■ **SUPPLIED ENTRIES**:

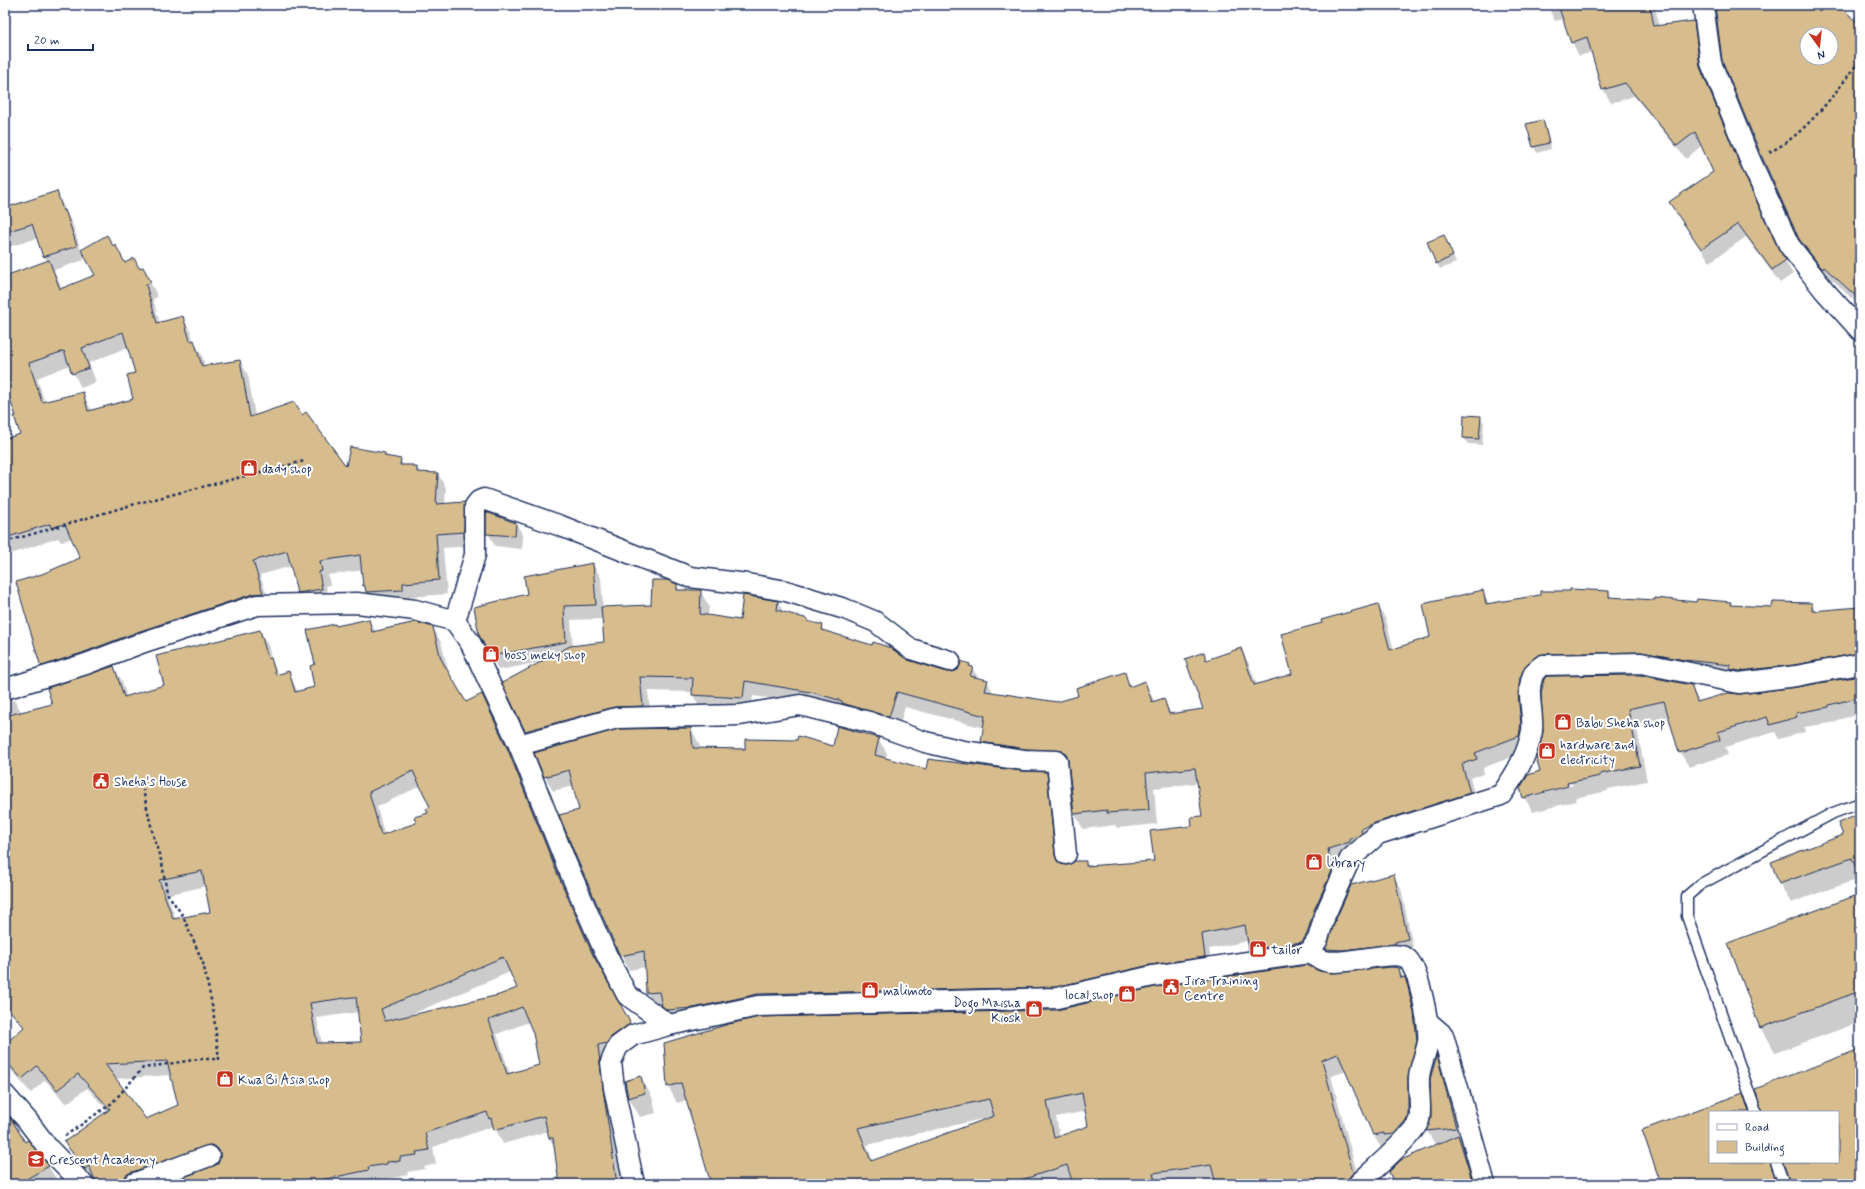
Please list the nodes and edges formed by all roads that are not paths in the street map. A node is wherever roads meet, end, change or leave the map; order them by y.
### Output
1 (1703, 5) edge
2 (1860, 330) edge
3 (455, 621) junction
4 (950, 661) dead end
5 (1860, 664) edge
6 (5, 689) edge
7 (519, 745) junction
8 (1860, 803) edge
9 (1066, 854) dead end
10 (1309, 953) junction
11 (1428, 1022) junction
12 (669, 1025) junction
13 (5, 1095) edge
14 (1756, 1111) edge
15 (209, 1156) dead end
16 (1776, 1163) edge
17 (83, 1184) edge
18 (133, 1184) edge
19 (634, 1184) edge
20 (1358, 1184) edge
21 (1485, 1184) edge
22 (1784, 1184) edge

1 - 2 street
3 - 4 street
3 - 6 street
3 - 7 street
5 - 10 street
7 - 9 street
7 - 12 street
8 - 14 lane
10 - 11 street
10 - 12 street
11 - 20 street
11 - 21 street
12 - 19 street
13 - 17 street
15 - 18 street
16 - 22 lane

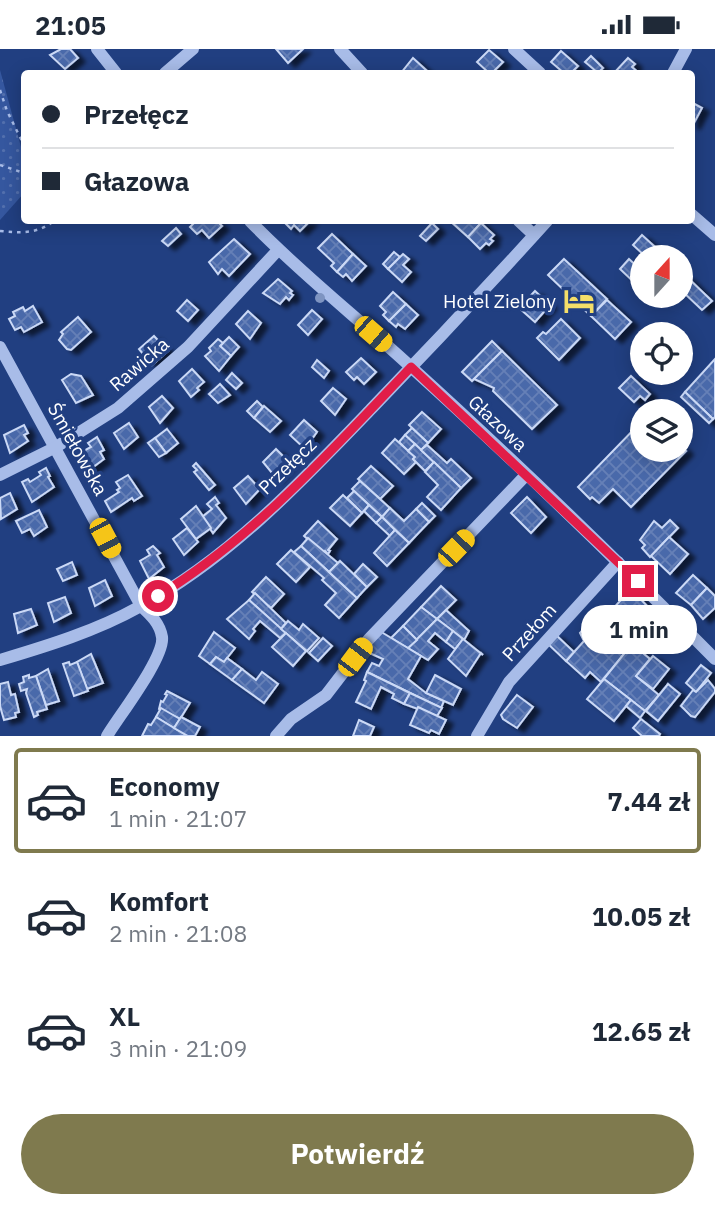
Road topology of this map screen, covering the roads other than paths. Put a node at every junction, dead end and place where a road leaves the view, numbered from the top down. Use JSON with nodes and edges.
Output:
{"nodes":[{"id":1,"x":97,"y":49,"type":"edge"},
{"id":2,"x":193,"y":49,"type":"edge"},
{"id":3,"x":340,"y":49,"type":"edge"},
{"id":4,"x":514,"y":49,"type":"edge"},
{"id":5,"x":685,"y":49,"type":"edge"},
{"id":6,"x":114,"y":70,"type":"edge"},
{"id":7,"x":168,"y":70,"type":"edge"},
{"id":8,"x":359,"y":70,"type":"edge"},
{"id":9,"x":537,"y":70,"type":"edge"},
{"id":10,"x":674,"y":70,"type":"edge"},
{"id":11,"x":695,"y":218,"type":"edge"},
{"id":12,"x":253,"y":224,"type":"edge"},
{"id":13,"x":522,"y":224,"type":"edge"},
{"id":14,"x":544,"y":224,"type":"edge"},
{"id":15,"x":534,"y":235,"type":"junction"},
{"id":16,"x":715,"y":235,"type":"edge"},
{"id":17,"x":278,"y":250,"type":"junction"},
{"id":18,"x":0,"y":347,"type":"edge"},
{"id":19,"x":411,"y":367,"type":"junction"},
{"id":20,"x":56,"y":447,"type":"junction"},
{"id":21,"x":0,"y":475,"type":"edge"},
{"id":22,"x":526,"y":475,"type":"junction"},
{"id":23,"x":618,"y":562,"type":"junction"},
{"id":24,"x":141,"y":606,"type":"junction"},
{"id":25,"x":715,"y":659,"type":"edge"},
{"id":26,"x":0,"y":660,"type":"edge"},
{"id":27,"x":107,"y":736,"type":"edge"},
{"id":28,"x":276,"y":736,"type":"edge"},
{"id":29,"x":477,"y":736,"type":"edge"}],
"edges":[{"from":1,"to":6,"type":"street"},
{"from":2,"to":7,"type":"street"},
{"from":3,"to":8,"type":"street"},
{"from":4,"to":9,"type":"street"},
{"from":5,"to":10,"type":"street"},
{"from":11,"to":16,"type":"street"},
{"from":12,"to":17,"type":"street","name":"Głazowa"},
{"from":13,"to":15,"type":"street"},
{"from":14,"to":15,"type":"street","name":"Przełęcz"},
{"from":15,"to":19,"type":"street","name":"Przełęcz"},
{"from":17,"to":19,"type":"street","name":"Głazowa"},
{"from":17,"to":20,"type":"street","name":"Rawicka"},
{"from":18,"to":20,"type":"street","name":"Śmiełowska"},
{"from":19,"to":22,"type":"street","name":"Głazowa"},
{"from":19,"to":24,"type":"street","name":"Przełęcz"},
{"from":20,"to":21,"type":"street","name":"Rawicka"},
{"from":20,"to":24,"type":"street","name":"Śmiełowska"},
{"from":22,"to":23,"type":"street","name":"Głazowa"},
{"from":22,"to":28,"type":"street"},
{"from":23,"to":25,"type":"street","name":"Głazowa"},
{"from":23,"to":29,"type":"street","name":"Przełom"},
{"from":24,"to":26,"type":"street","name":"Przełęcz"},
{"from":24,"to":27,"type":"street"}]}
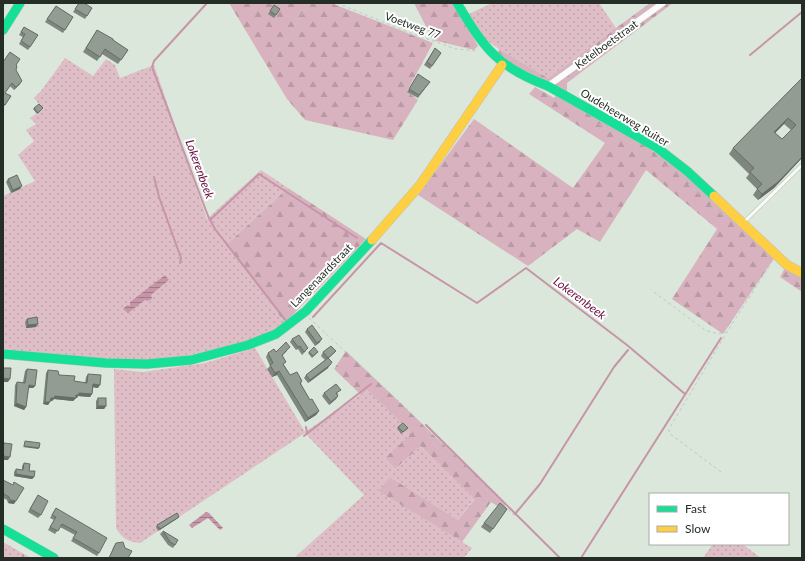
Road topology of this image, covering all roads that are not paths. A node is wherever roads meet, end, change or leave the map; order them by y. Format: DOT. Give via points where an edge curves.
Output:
graph roads {
  1 [pos="20,3"];
  2 [pos="457,3"];
  3 [pos="663,3"];
  4 [pos="3,30"];
  5 [pos="502,65"];
  6 [pos="548,86"];
  7 [pos="802,165"];
  8 [pos="743,223"];
  9 [pos="802,273"];
  10 [pos="3,354"];
  11 [pos="3,529"];
  12 [pos="54,558"];
  1 -- 4 [label="street"];
  2 -- 5 [label="street, Oudeheerweg Ruiter" via="486,50"];
  3 -- 6 [label="street, Ketelboetstraat"];
  5 -- 6 [label="street, Oudeheerweg Ruiter" via="530,80"];
  5 -- 10 [label="street, Langenaardstraat" via="420,185 359,255 303,313 276,334 248,345 191,360 147,364"];
  6 -- 8 [label="street, Oudeheerweg Ruiter" via="656,147 687,171"];
  7 -- 8 [label="lane"];
  8 -- 9 [label="street, Oudeheerweg Ruiter" via="787,265"];
  11 -- 12 [label="street"];
}
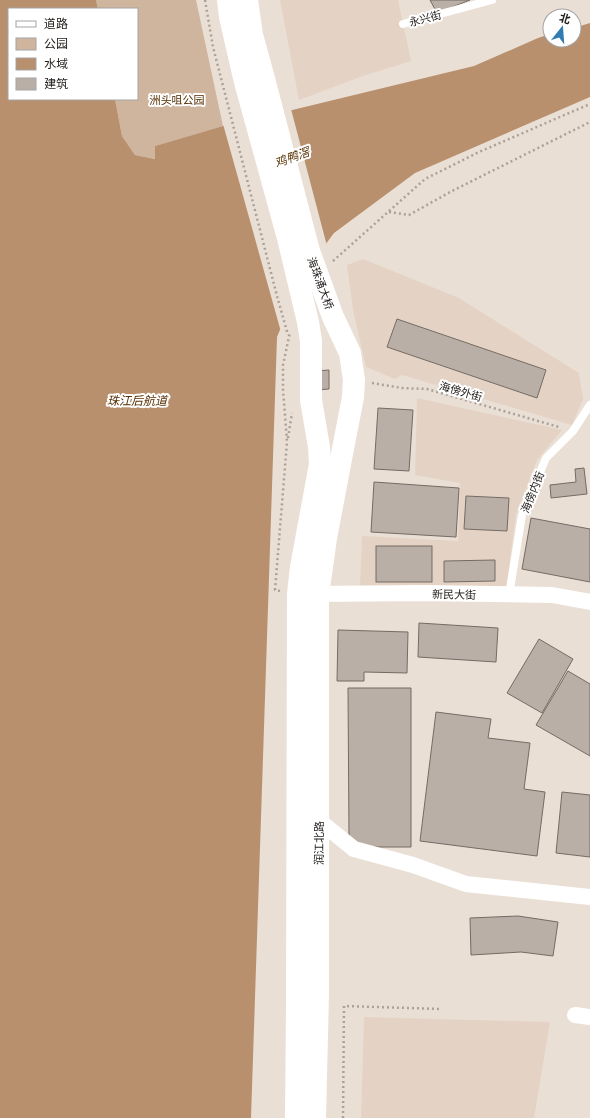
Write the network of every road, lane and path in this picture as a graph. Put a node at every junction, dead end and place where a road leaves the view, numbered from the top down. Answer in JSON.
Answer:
{"nodes":[{"id":1,"x":205,"y":0,"type":"edge"},
{"id":2,"x":228,"y":0,"type":"edge"},
{"id":3,"x":247,"y":0,"type":"edge"},
{"id":4,"x":492,"y":0,"type":"edge"},
{"id":5,"x":403,"y":24,"type":"dead end"},
{"id":6,"x":590,"y":104,"type":"edge"},
{"id":7,"x":590,"y":122,"type":"edge"},
{"id":8,"x":389,"y":212,"type":"junction"},
{"id":9,"x":329,"y":265,"type":"dead end"},
{"id":10,"x":292,"y":328,"type":"dead end"},
{"id":11,"x":292,"y":346,"type":"dead end"},
{"id":12,"x":365,"y":382,"type":"dead end"},
{"id":13,"x":590,"y":405,"type":"edge"},
{"id":14,"x":293,"y":412,"type":"dead end"},
{"id":15,"x":573,"y":431,"type":"junction"},
{"id":16,"x":287,"y":442,"type":"junction"},
{"id":17,"x":312,"y":567,"type":"junction"},
{"id":18,"x":308,"y":594,"type":"junction"},
{"id":19,"x":509,"y":595,"type":"junction"},
{"id":20,"x":590,"y":602,"type":"edge"},
{"id":21,"x":318,"y":820,"type":"junction"},
{"id":22,"x":590,"y":897,"type":"edge"},
{"id":23,"x":440,"y":1009,"type":"dead end"},
{"id":24,"x":296,"y":1118,"type":"edge"},
{"id":25,"x":315,"y":1118,"type":"edge"},
{"id":26,"x":343,"y":1118,"type":"edge"}],
"edges":[{"from":1,"to":11,"type":"path"},
{"from":2,"to":17,"type":"main road","name":"海珠涌大桥"},
{"from":3,"to":17,"type":"main road","name":"海珠涌大桥"},
{"from":4,"to":5,"type":"lane","name":"永兴街"},
{"from":6,"to":8,"type":"path"},
{"from":7,"to":8,"type":"path"},
{"from":8,"to":9,"type":"path"},
{"from":10,"to":16,"type":"path"},
{"from":12,"to":15,"type":"path","name":"海傍外街"},
{"from":13,"to":15,"type":"lane","name":"海傍内街"},
{"from":14,"to":16,"type":"path"},
{"from":15,"to":19,"type":"lane","name":"海傍内街"},
{"from":16,"to":18,"type":"path"},
{"from":17,"to":18,"type":"main road","name":"润江北路"},
{"from":18,"to":19,"type":"street","name":"新民大街"},
{"from":18,"to":21,"type":"main road","name":"润江北路"},
{"from":18,"to":24,"type":"main road","name":"润江北路"},
{"from":19,"to":20,"type":"street","name":"新民大街"},
{"from":21,"to":22,"type":"street"},
{"from":21,"to":25,"type":"main road","name":"润江北路"},
{"from":23,"to":26,"type":"path"}]}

■ **PROMPT**:
Copy exactly, and only, the lines from the first entry through the line holding "Road topology of this map", both ends included, leaving out every picture.

■ **YOUR RESPONSE**:
Please list the nodes and edges formed by all roads that are not paths in the street map. A node is wherever roads meet, end, change or leave the map; order them by y.
### Output
1 (1703, 5) edge
2 (1860, 330) edge
3 (455, 621) junction
4 (950, 661) dead end
5 (1860, 664) edge
6 (5, 689) edge
7 (519, 745) junction
8 (1860, 803) edge
9 (1066, 854) dead end
10 (1309, 953) junction
11 (1428, 1022) junction
12 (669, 1025) junction
13 (5, 1095) edge
14 (1756, 1111) edge
15 (209, 1156) dead end
16 (1776, 1163) edge
17 (83, 1184) edge
18 (133, 1184) edge
19 (634, 1184) edge
20 (1358, 1184) edge
21 (1485, 1184) edge
22 (1784, 1184) edge

1 - 2 street
3 - 4 street
3 - 6 street
3 - 7 street
5 - 10 street
7 - 9 street
7 - 12 street
8 - 14 lane
10 - 11 street
10 - 12 street
11 - 20 street
11 - 21 street
12 - 19 street
13 - 17 street
15 - 18 street
16 - 22 lane

Road topology of this map screen, covering the roads other than paths. Put a node at every junction, dead end and place where a road leaves the view, numbered from the top down. Use JSON with nodes and edges.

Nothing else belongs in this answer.